As shown in an earlier post I had received the new Thermostat housing for the Mini. I have been doing a bit of research on YouTube. There are dozens of video’s out there on this particular job.
Mini is all ready for its Thermostat housing replacement!
The first thing is to drain the coolant. I jacked up the left side a bit.
There is no drain anywhere in the system. But there is a plastic connector piece towards the front. All YT-video’s pointed to it as draining the coolant. It won’t drain everything, but as long as the level gets lower than the thermostat housing we are good to go. So a large old plastic bin underneath and removing one of the clamps was all it took.
We had to remove most of the air inlet stuff, various pipes, filters, baffles/sound damper, and so on. We also moved the coolant reservoir out of the way as well.
At this point, I suddenly realised we had not disconnected the battery. As we will be disconnecting a lot of electrical connectors and there will be coolant spilling, this is quite important.
Both Peter and myself have had original Mini in the past. They were always a royal PITA to work on. Everything is so tiny and there is virtually no room or access to anything. The new Mini, although bigger than the original, is even more filled with stuff.
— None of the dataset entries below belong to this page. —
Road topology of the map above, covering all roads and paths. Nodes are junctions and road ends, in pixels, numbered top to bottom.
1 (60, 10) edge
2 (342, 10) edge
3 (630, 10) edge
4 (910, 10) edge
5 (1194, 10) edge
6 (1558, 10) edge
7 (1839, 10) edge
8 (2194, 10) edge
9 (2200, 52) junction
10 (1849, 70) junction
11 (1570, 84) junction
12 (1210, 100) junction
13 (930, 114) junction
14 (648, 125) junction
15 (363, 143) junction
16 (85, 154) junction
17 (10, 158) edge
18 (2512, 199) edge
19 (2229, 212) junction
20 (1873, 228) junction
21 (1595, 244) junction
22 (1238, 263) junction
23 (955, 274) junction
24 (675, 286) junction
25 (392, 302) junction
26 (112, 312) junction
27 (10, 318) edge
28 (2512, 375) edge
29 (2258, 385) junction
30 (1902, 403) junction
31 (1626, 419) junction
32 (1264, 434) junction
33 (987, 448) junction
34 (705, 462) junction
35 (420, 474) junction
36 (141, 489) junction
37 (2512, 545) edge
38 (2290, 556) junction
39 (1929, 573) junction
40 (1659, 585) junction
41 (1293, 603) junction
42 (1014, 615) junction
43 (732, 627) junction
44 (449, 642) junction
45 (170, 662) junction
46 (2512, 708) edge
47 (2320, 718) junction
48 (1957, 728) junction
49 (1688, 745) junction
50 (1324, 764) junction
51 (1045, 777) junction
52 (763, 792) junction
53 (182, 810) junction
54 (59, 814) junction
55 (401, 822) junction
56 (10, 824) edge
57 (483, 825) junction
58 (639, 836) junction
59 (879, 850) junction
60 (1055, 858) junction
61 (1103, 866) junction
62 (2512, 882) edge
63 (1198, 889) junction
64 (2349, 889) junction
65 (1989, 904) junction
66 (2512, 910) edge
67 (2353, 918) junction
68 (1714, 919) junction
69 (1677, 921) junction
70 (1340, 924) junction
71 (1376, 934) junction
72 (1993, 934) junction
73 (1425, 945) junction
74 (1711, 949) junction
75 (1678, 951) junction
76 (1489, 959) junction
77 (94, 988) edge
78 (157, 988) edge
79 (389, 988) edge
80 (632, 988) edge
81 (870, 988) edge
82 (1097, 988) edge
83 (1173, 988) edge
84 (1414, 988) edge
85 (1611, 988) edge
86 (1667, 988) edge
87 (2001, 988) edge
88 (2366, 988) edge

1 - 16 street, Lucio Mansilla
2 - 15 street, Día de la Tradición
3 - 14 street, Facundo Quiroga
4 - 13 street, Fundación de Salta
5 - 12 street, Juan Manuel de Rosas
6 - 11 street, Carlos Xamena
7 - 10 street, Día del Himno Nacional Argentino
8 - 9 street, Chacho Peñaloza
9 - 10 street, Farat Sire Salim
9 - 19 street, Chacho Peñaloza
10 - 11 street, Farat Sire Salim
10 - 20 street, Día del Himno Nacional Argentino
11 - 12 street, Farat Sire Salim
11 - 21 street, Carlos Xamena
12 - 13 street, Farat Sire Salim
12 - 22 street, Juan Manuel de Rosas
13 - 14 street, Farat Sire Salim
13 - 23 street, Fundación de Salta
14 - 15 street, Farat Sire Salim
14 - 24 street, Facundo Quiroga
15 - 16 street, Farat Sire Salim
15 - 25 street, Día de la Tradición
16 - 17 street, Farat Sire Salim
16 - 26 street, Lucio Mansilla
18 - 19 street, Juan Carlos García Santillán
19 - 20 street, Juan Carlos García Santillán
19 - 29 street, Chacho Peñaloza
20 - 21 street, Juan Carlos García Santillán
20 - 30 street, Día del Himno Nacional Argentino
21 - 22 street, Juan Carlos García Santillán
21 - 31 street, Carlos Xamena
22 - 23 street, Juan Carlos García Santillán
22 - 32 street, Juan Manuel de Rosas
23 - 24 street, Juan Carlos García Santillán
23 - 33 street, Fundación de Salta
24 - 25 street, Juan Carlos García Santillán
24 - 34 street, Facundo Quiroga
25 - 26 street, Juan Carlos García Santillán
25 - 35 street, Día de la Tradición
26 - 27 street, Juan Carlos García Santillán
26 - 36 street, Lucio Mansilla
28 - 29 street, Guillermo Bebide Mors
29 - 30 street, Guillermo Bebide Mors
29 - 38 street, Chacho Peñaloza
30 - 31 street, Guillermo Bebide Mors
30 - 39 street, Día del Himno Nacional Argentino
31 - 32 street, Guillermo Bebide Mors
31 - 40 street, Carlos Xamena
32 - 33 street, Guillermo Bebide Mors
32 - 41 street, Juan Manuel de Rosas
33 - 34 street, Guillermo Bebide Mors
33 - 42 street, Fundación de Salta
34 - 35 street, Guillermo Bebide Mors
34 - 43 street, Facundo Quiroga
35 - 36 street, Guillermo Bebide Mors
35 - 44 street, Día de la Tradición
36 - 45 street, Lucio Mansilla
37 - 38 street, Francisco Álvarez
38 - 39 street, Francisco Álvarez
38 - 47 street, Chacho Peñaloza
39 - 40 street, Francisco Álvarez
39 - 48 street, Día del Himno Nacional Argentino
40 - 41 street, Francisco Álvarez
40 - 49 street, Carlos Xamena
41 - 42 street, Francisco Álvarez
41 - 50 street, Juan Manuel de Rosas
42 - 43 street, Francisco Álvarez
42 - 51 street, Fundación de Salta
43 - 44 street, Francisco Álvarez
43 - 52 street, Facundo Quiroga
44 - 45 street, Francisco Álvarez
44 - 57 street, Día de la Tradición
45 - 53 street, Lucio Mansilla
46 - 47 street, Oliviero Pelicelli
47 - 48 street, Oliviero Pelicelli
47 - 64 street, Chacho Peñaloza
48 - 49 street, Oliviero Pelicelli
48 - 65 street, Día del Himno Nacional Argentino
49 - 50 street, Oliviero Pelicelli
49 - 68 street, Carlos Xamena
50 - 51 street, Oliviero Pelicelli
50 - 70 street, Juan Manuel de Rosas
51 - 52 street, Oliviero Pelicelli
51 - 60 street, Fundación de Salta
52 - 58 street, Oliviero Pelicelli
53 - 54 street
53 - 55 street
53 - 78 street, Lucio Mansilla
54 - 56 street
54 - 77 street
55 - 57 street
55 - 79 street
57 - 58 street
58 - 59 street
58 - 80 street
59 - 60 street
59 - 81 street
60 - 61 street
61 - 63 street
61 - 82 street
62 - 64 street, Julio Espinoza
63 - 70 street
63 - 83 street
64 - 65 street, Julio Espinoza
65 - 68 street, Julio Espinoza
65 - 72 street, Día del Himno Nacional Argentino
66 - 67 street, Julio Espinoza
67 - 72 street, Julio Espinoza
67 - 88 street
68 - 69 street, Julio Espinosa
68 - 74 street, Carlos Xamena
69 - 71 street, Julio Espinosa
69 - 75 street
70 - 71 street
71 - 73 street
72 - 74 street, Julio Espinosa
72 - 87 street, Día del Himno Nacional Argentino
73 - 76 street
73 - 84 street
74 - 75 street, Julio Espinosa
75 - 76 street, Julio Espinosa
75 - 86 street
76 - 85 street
We had to disconnect some 7-8 different connectors, various vacuum lines, all sorts of clips holding wiring and lines in place, etc. The thermostat housing itself is held in place with only 3 bolts. And it presses against the so-called cross-over pipe which sits between the thermostat housing and the coolant pump. I had ordered a new cross-over pipe as well.
With the thermostat housing removed, we spent about an hour and a half trying to get the cross-over pipe out of the coolant pump. In the end, we gave up and just left it. Fingers crossed.
It was all very fiddly and tight work. Almost impossible to take good images. Most are 80% feel and only 20% view if there is a view at all!
Before installing the new thermostat housing we cleaned all mating surfaces and put a little dab of white Vaseline on all the seals and the pipes that will need to be pushed back into all the various hoses.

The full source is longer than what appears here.